### Data supplied ###

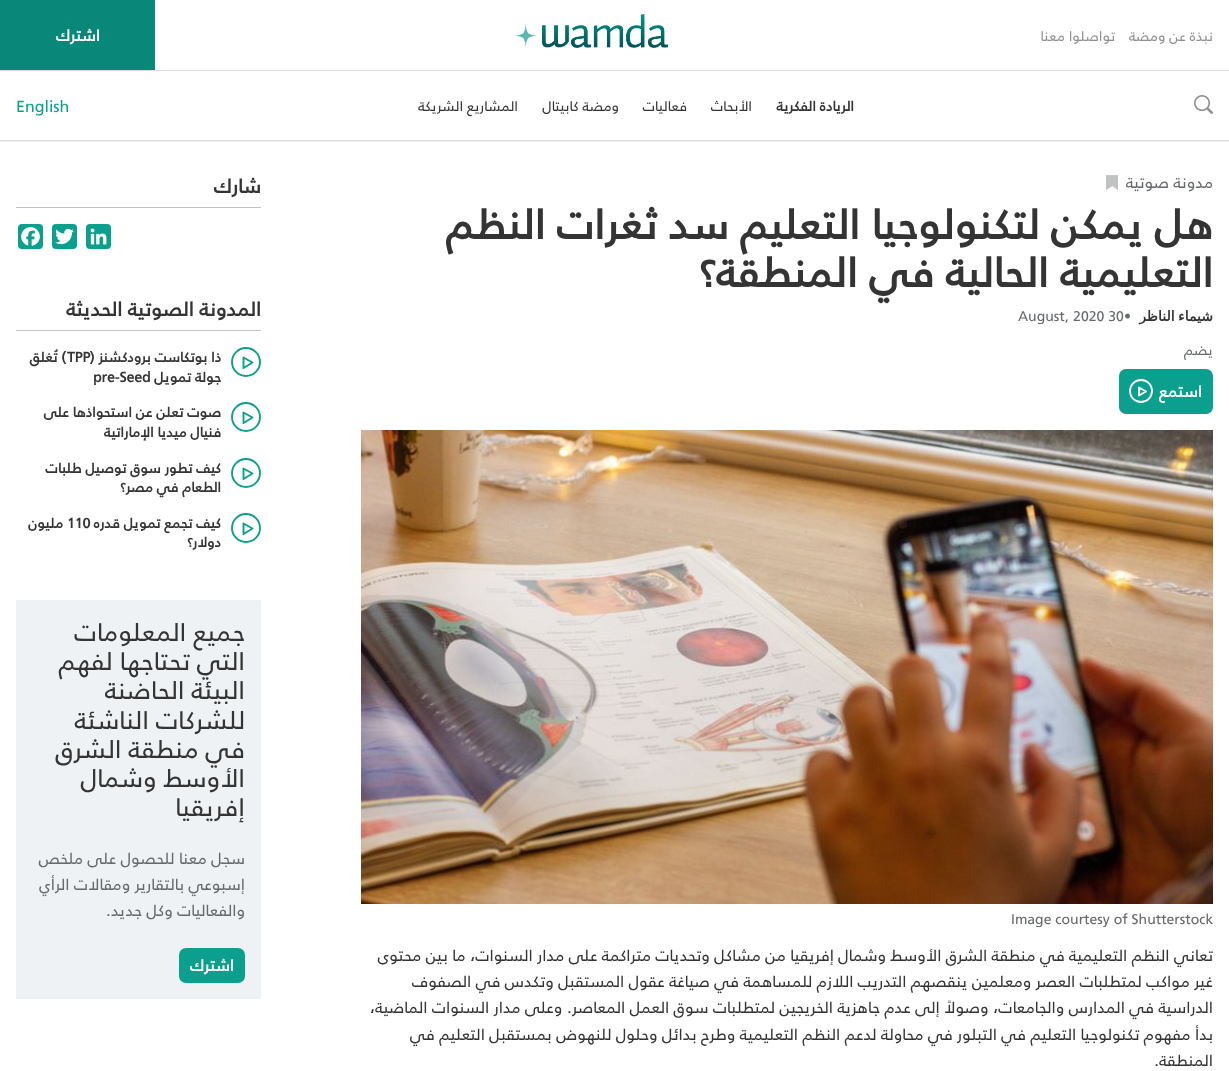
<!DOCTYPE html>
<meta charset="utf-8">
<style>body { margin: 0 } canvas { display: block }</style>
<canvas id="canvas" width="1229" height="1071"></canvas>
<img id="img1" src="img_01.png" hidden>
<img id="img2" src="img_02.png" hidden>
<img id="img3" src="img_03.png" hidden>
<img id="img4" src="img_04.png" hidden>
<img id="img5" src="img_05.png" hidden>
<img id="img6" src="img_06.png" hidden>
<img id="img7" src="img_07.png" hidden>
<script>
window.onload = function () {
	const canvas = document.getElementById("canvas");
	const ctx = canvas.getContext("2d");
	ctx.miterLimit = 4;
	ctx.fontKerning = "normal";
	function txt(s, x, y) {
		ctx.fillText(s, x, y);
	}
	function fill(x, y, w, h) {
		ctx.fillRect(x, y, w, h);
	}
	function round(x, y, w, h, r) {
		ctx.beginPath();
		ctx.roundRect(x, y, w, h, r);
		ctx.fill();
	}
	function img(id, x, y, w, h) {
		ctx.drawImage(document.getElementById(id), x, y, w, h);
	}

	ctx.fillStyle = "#FFFFFF";
	fill(0, 0, 1229, 1071);
	ctx.fillStyle = "#EEEEEE";
	fill(0, 141, 1229, 1);
	img("img1", 513, 14, 155, 35);
	ctx.fillStyle = "#098779";
	fill(0, 0, 155, 70);
	ctx.fillStyle = "#DDDDDD";
	fill(0, 70, 1229, 1);
	fill(0, 140, 1229, 1);
	img("img2", 1194, 95, 19, 19);
	img("img3", 1106, 175, 12, 15);
	ctx.fillStyle = "#0B9F8E";
	round(1119, 369, 94, 45, 7);
	ctx.beginPath();
	ctx.arc(1141, 391, 11, 0, Math.PI * 2);
	ctx.strokeStyle = "#FFFFFF";
	ctx.lineWidth = 1.8;
	ctx.stroke();
	ctx.beginPath();
	ctx.moveTo(1139, 395.5);
	ctx.lineTo(1139, 387.5);
	ctx.lineTo(1146, 391.5);
	ctx.closePath();
	ctx.lineJoin = "round";
	ctx.stroke();
	img("img4", 361, 430, 852, 474);
	ctx.fillStyle = "#C1C2C2";
	fill(16, 207, 245, 1);
	ctx.fillStyle = "#0B9F8E";
	round(86, 224, 25, 25, 4);
	img("img5", 90, 228, 17, 17);
	round(52, 224, 25, 25, 4);
	img("img6", 55, 228, 19, 17);
	round(18, 224, 25, 25, 4);
	img("img7", 21, 227, 19, 19);
	ctx.fillStyle = "#C1C2C2";
	fill(16, 330, 245, 1);
	ctx.beginPath();
	ctx.arc(246, 362, 14, 0, Math.PI * 2);
	ctx.strokeStyle = "#0B9F8E";
	ctx.lineWidth = 1.9;
	ctx.stroke();
	ctx.beginPath();
	ctx.moveTo(243.5, 368);
	ctx.lineTo(243.5, 357.5);
	ctx.lineTo(252.5, 362.5);
	ctx.closePath();
	ctx.stroke();
	ctx.beginPath();
	ctx.arc(246, 417, 14, 0, Math.PI * 2);
	ctx.stroke();
	ctx.beginPath();
	ctx.moveTo(243.5, 423);
	ctx.lineTo(243.5, 412.5);
	ctx.lineTo(252.5, 417.5);
	ctx.closePath();
	ctx.stroke();
	ctx.beginPath();
	ctx.arc(246, 473, 14, 0, Math.PI * 2);
	ctx.stroke();
	ctx.beginPath();
	ctx.moveTo(243.5, 479);
	ctx.lineTo(243.5, 468.5);
	ctx.lineTo(252.5, 473.5);
	ctx.closePath();
	ctx.stroke();
	ctx.beginPath();
	ctx.arc(246, 528, 14, 0, Math.PI * 2);
	ctx.stroke();
	ctx.beginPath();
	ctx.moveTo(243.5, 534);
	ctx.lineTo(243.5, 523.5);
	ctx.lineTo(252.5, 528.5);
	ctx.closePath();
	ctx.stroke();
	ctx.fillStyle = "#EEF2F4";
	fill(16, 600, 245, 399);
	ctx.fillStyle = "#0B9F8E";
	round(179, 948, 66, 35, 7);
	ctx.direction = "rtl";
	ctx.font = "14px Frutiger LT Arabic";
	ctx.fillStyle = "#8E9091";
	txt("نبذة عن ومضة", 1213, 41);
	txt("تواصلوا معنا", 1115, 41);
	ctx.font = "bold 16px Frutiger LT Arabic";
	ctx.fillStyle = "#FFFFFF";
	txt("اشترك", 100, 41);
	ctx.font = "bold 14px Frutiger LT Arabic";
	ctx.fillStyle = "#343434";
	txt("الريادة الفكرية", 854, 111);
	ctx.font = "14px Frutiger LT Arabic";
	txt("الأبحاث", 752, 111);
	txt("فعاليات", 687, 111);
	txt("ومضة كابيتال", 619, 111);
	txt("المشاريع الشريكة", 518, 111);
	ctx.direction = "ltr";
	ctx.font = "16px Frutiger LT Arabic";
	ctx.fillStyle = "#0B9F8E";
	txt("English", 16, 112);
	ctx.direction = "rtl";
	ctx.fillStyle = "#676A6C";
	txt("مدونة صوتية", 1213, 188);
	ctx.font = "bold 42px Frutiger LT Arabic";
	ctx.fillStyle = "#343434";
	txt("هل يمكن لتكنولوجيا التعليم سد ثغرات النظم", 1213, 239);
	txt("التعليمية الحالية في المنطقة؟", 1213, 287);
	ctx.wordSpacing = "-1px";
	ctx.font = "bold 14px DejaVu Sans";
	txt("شيماء الناظر", 1213, 321);
	ctx.wordSpacing = "0px";
	ctx.direction = "ltr";
	ctx.font = "14px Frutiger LT Arabic";
	ctx.fillStyle = "#676A6C";
	txt("•", 1124, 321);
	txt("August, 2020 30", 1018, 321);
	ctx.direction = "rtl";
	txt("يضم", 1213, 355);
	ctx.font = "bold 16px Frutiger LT Arabic";
	ctx.fillStyle = "#FFFFFF";
	txt("استمع", 1202, 397);
	ctx.direction = "ltr";
	ctx.font = "14px Frutiger LT Arabic";
	ctx.fillStyle = "#676A6C";
	txt("Image courtesy of Shutterstock", 1011, 924);
	ctx.direction = "rtl";
	ctx.font = "16px Frutiger LT Arabic";
	ctx.fillStyle = "#343434";
	txt("تعاني النظم التعليمية في منطقة الشرق الأوسط وشمال إفريقيا من مشاكل وتحديات متراكمة على مدار السنوات، ما بين محتوى", 1213, 961);
	txt("غير مواكب لمتطلبات العصر ومعلمين ينقصهم التدريب اللازم للمساهمة في صياغة عقول المستقبل وتكدس في الصفوف", 1213, 987);
	txt("الدراسية في المدارس والجامعات، وصولاً إلى عدم جاهزية الخريجين لمتطلبات سوق العمل المعاصر. وعلى مدار السنوات الماضية،", 1213, 1013);
	txt("بدأ مفهوم تكنولوجيا التعليم في التبلور في محاولة لدعم النظم التعليمية وطرح بدائل وحلول للنهوض بمستقبل التعليم في", 1213, 1040);
	txt("المنطقة.", 1213, 1066);
	ctx.font = "bold 20px Frutiger LT Arabic";
	txt("شارك", 261, 193);
	txt("المدونة الصوتية الحديثة", 261, 316);
	ctx.font = "bold 14px Frutiger LT Arabic";
	txt("ذا بوتكاست برودكشنز (", 221, 362);
	txt(") تُغلق", 66, 362);
	ctx.direction = "ltr";
	txt("TPP", 67, 362);
	ctx.direction = "rtl";
	txt("جولة تمويل", 221, 382);
	ctx.direction = "ltr";
	txt("pre-Seed", 93, 382);
	ctx.direction = "rtl";
	txt("صوت تعلن عن استحواذها على", 221, 417);
	txt("فنيال ميديا الإماراتية", 221, 437);
	txt("كيف تطور سوق توصيل طلبات", 221, 473);
	txt("الطعام في مصر؟", 221, 492);
	txt("كيف تجمع تمويل قدره", 221, 528);
	ctx.direction = "ltr";
	txt("110", 67, 528);
	ctx.direction = "rtl";
	txt("مليون", 63, 528);
	txt("دولار؟", 221, 547);
	ctx.font = "25.5px Frutiger LT Arabic";
	txt("جميع المعلومات", 245, 641);
	txt("التي تحتاجها لفهم", 245, 670);
	txt("البيئة الحاضنة", 245, 699);
	txt("للشركات الناشئة", 245, 729);
	txt("في منطقة الشرق", 245, 758);
	txt("الأوسط وشمال", 245, 787);
	txt("إفريقيا", 245, 816);
	ctx.font = "16px Frutiger LT Arabic";
	ctx.fillStyle = "#676A6C";
	txt("سجل معنا للحصول على ملخص", 245, 864);
	txt("إسبوعي بالتقارير ومقالات الرأي", 245, 890);
	txt("والفعاليات وكل جديد.", 245, 916);
	ctx.font = "bold 16px Frutiger LT Arabic";
	ctx.fillStyle = "#FFFFFF";
	txt("اشترك", 234, 971);
};
</script>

###

Task objective = Look above for the line holding "ctx.fillText(s, x, y);", then set down exactly that line and every line after it up to and including the line holding "function img(id, x, y, w, h)", with nothing else.

Solution for this task =
		ctx.fillText(s, x, y);
	}
	function fill(x, y, w, h) {
		ctx.fillRect(x, y, w, h);
	}
	function round(x, y, w, h, r) {
		ctx.beginPath();
		ctx.roundRect(x, y, w, h, r);
		ctx.fill();
	}
	function img(id, x, y, w, h) {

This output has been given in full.